Prompt :: Which lines of the data below contain "Jaurès"? Please show them all.
━━━
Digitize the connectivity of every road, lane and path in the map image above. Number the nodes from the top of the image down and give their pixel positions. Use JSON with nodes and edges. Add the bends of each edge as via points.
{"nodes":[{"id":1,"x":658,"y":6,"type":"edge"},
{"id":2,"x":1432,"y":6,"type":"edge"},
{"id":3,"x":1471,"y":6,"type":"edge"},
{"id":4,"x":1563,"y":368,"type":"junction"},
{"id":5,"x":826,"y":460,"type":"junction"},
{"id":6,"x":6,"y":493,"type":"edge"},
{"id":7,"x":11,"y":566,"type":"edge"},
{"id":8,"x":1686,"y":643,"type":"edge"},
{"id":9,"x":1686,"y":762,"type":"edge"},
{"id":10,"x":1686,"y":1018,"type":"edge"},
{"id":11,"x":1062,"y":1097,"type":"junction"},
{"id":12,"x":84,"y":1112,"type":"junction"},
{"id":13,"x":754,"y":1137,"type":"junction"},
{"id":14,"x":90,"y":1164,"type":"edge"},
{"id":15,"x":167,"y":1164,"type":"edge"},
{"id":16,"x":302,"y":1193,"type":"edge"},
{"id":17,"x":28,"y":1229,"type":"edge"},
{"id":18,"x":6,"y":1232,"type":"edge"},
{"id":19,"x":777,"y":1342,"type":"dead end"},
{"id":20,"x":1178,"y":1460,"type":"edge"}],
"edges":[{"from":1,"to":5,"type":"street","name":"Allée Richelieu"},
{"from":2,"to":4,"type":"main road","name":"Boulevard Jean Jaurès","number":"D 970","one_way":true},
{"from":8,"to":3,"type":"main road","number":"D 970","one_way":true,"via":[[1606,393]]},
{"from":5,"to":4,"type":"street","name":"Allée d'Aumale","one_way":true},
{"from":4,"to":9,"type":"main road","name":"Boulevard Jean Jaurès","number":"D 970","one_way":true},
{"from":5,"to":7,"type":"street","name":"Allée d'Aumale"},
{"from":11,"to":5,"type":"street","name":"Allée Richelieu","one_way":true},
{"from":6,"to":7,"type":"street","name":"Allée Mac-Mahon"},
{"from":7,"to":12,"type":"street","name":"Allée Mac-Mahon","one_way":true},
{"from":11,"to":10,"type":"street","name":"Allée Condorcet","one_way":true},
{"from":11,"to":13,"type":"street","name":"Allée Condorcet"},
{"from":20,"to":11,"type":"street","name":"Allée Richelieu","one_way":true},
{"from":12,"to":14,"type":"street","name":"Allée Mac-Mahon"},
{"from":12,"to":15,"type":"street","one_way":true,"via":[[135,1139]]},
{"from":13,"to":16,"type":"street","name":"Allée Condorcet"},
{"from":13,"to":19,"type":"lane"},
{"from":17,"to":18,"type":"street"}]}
━━━
Solution below ::
{"from":2,"to":4,"type":"main road","name":"Boulevard Jean Jaurès","number":"D 970","one_way":true},
{"from":4,"to":9,"type":"main road","name":"Boulevard Jean Jaurès","number":"D 970","one_way":true},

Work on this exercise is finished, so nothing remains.